Gelukkig is de minister hierbij ook zo realistisch te beseffen dat wat nu moet worden gedaan niet binnen het tijdsbestek van de huidige kabinetsperiode kan worden volbracht. Het rapport benadrukt dat een houdbare ouderenzorg de inzet vergt van opeenvolgende kabinetten. Ook die zullen de ongemakkelijke waarheid die Helder nu onomwonden presenteert onder ogen moeten zien. En ernaar moeten handelen.
1 reactie
Zoals we van Frank gewend zijn slaagt hij er ook deze keer in kernachtig weer te geven wat de problematiek is waarmee de minister wordt geconfronteerd. Ook confronteert hij op heldere wijze de te kort door de bocht gaande kritiek op de plannen van mevrouw Helder. Wat hij niet noemt zijn de wankele pijlers van de voorgestane veranderingen en de verbazingwekkende keuze van de voorzitter van de IBO-werkgroep.
Om met dit laatste te beginnen, wie bedenkt het Theo Langejan op die post te benoemen. Als Voorzitter van de NZa moest hij die positie medio 2014 gedwongen verlaten wegens onacceptabel declaratiegedrag.

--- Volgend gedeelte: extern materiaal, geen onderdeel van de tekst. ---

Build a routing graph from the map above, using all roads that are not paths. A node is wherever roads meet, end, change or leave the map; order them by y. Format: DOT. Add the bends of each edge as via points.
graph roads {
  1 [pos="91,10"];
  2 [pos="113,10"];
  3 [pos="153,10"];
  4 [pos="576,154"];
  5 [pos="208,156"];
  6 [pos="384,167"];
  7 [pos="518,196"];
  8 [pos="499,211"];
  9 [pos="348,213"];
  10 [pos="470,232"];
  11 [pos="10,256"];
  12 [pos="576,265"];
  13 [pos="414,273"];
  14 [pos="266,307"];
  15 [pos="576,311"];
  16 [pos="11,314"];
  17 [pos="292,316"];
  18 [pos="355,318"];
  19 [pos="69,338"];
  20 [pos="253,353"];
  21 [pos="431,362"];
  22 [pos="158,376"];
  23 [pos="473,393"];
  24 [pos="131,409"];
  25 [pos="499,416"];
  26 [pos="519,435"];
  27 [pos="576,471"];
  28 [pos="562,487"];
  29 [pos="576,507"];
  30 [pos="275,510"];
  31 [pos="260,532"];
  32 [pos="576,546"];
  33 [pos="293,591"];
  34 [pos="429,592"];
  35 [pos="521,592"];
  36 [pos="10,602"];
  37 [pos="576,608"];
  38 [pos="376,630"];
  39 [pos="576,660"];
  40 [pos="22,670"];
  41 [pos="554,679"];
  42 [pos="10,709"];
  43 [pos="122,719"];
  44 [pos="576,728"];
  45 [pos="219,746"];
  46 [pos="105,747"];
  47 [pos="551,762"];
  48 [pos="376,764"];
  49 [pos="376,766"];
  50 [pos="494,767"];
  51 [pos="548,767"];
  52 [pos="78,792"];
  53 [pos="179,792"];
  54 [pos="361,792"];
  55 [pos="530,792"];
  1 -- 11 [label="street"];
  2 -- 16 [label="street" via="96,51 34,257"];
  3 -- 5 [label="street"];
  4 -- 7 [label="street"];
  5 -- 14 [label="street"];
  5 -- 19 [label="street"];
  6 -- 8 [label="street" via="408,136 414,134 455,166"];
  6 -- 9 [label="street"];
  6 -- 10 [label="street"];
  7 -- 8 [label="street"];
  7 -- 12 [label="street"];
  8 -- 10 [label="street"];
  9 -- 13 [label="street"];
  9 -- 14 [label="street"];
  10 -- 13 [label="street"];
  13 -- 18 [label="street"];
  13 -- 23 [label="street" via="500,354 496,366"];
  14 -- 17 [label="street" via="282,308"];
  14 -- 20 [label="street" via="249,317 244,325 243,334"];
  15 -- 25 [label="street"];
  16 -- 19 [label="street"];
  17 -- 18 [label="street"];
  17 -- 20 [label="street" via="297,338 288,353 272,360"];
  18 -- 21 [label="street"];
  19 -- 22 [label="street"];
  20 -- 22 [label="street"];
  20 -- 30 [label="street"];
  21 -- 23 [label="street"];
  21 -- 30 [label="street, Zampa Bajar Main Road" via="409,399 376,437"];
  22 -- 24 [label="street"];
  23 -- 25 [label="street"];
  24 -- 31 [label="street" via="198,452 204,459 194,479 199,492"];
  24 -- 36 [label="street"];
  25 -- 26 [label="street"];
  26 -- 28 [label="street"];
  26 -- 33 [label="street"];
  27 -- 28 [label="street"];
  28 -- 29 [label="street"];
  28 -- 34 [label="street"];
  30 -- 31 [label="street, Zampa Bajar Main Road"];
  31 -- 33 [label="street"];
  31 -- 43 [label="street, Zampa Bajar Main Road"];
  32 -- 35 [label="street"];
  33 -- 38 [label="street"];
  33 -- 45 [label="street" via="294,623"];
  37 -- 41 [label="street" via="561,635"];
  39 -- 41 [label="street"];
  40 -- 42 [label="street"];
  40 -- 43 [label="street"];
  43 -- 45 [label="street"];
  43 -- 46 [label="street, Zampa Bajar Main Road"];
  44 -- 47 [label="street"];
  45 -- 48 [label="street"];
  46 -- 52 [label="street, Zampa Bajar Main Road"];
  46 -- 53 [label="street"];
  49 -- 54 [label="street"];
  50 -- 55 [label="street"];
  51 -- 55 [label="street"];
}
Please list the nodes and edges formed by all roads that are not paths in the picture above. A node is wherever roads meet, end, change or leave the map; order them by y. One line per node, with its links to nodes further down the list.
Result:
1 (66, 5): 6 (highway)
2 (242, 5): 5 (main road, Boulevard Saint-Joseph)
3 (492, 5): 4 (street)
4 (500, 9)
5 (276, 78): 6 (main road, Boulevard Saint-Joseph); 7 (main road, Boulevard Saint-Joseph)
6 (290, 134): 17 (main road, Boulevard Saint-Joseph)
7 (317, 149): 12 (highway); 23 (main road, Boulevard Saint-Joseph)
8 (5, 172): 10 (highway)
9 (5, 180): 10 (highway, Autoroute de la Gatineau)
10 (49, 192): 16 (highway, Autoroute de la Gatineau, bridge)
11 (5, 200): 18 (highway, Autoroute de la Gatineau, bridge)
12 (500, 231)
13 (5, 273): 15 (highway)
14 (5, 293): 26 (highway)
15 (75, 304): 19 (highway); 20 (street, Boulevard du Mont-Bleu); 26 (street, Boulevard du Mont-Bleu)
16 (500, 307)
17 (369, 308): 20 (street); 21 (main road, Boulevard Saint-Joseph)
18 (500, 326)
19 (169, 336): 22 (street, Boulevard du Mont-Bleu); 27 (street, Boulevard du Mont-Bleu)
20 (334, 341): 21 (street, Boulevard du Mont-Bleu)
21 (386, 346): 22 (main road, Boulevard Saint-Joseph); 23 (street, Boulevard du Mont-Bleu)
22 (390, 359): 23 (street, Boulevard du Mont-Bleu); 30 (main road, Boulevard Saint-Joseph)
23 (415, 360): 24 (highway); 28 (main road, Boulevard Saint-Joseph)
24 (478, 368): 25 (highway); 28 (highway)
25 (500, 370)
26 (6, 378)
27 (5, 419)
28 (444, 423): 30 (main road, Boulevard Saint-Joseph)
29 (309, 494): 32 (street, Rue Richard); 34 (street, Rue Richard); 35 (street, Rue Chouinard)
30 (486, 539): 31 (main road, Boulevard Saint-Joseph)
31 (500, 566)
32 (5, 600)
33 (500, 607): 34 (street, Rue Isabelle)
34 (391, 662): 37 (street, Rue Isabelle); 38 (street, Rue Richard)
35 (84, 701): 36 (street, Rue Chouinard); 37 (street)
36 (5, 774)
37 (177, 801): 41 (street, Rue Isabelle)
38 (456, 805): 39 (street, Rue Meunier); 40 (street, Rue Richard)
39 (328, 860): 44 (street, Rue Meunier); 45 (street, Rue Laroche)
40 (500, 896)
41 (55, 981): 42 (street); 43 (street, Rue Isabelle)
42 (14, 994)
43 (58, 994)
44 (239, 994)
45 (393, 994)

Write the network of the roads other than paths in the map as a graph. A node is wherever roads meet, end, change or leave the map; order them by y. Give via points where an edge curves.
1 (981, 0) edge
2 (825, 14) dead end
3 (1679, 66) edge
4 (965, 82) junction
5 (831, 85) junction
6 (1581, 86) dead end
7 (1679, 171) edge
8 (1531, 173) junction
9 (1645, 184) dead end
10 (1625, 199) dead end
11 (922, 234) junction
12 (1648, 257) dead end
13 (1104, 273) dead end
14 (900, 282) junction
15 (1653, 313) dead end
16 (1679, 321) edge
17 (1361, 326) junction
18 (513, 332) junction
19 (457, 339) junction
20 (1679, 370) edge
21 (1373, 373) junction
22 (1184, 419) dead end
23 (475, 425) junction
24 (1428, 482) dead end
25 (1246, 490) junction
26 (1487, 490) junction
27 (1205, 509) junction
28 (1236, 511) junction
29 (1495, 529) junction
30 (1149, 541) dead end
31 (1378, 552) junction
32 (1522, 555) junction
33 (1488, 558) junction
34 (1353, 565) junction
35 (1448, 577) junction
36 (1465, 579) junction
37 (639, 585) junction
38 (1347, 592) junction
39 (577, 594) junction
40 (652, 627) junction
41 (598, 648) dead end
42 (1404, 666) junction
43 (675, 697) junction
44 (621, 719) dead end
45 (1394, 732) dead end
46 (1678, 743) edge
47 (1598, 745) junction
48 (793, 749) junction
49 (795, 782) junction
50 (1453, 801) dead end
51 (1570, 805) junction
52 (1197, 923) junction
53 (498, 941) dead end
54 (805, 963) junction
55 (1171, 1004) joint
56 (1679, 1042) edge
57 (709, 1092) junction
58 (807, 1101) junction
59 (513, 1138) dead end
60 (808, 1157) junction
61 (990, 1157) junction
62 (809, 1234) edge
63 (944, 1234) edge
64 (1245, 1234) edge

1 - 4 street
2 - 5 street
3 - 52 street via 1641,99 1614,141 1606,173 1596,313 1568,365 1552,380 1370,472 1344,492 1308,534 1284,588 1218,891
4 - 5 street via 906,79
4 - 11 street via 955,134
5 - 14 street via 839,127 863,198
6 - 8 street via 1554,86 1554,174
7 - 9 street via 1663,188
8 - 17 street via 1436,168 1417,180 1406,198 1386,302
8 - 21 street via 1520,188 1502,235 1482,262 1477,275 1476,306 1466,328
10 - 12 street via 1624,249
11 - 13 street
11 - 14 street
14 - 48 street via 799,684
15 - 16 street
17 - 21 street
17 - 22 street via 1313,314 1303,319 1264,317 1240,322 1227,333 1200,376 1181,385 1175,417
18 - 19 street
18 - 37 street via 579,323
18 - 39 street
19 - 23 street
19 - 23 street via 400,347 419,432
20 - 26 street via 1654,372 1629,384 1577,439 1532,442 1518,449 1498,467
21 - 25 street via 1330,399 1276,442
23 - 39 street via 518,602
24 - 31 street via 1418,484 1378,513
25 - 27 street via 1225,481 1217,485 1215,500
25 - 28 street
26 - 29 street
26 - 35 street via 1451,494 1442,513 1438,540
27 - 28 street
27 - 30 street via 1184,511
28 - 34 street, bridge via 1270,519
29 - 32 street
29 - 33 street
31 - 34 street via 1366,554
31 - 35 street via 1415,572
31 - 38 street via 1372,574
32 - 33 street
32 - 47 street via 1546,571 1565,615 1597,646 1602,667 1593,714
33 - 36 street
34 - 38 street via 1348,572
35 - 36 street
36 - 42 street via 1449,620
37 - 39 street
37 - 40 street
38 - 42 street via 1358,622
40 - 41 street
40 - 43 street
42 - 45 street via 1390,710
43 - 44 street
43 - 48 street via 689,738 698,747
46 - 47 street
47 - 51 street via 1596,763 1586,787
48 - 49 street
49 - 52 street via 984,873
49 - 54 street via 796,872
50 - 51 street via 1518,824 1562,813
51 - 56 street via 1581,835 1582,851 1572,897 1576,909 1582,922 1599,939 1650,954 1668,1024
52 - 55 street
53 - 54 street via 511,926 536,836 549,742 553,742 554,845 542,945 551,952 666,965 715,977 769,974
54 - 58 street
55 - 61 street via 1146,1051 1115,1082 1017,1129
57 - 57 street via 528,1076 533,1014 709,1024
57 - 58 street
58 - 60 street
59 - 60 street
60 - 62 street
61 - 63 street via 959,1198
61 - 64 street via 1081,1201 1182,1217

En zo iemand geef je dan de leiding over een werkgroep die als opdracht heeft beleidsopties in kaart te brengen gericht op, hoe je het ook wendt of keert, de terug wenteling van verantwoordelijkheden, inspanningen en kosten van de collectieve sector naar de individuele situatie.
Dan de wankele pijlers van het beleid. In essentie doemt het beeld op van wat mensen van mijn generatie (geboortejaar: 1946) zich nog heel goed kunnen herinneren. Een grote mate van afhankelijkheid van de eigen gezins- en familieomstandigheden, de overwegend krappe financiële ruimte en de bepalende sociale omgeving. Een goede relatie met de baas van de lokale bank, de hoeder van de kerk en de sfeer in de familie maakten het verschil tussen de mate waarin zelfredzaamheid uit de verf kwam. Tientallen jaren is die brede afhankelijkheid verdwenen. En ja, zoals altijd, de ontwikkeling is doorgeslagen en dus is correctie nodig. Maar niet door dat camouflerend te doen met begrippen als “beweging naar de voorkant” te faciliteren. Vertel gewoon dat de ouderenzorg als onvoldoende onderkend probleem ingekapseld moet worden met één wet uitgevoerd door een risicodragend uitvoerder. Overigens een oplossing die sinds 2006 heeft laten zien niet zaligmakend te zijn. Immers, was dat wel geval dan zou het IZA niet nodig zijn geweest want de zorgverzekeraars als risicodragende uitvoerders zouden toch de ontwikkeling van de zorgkosten in de hand houden?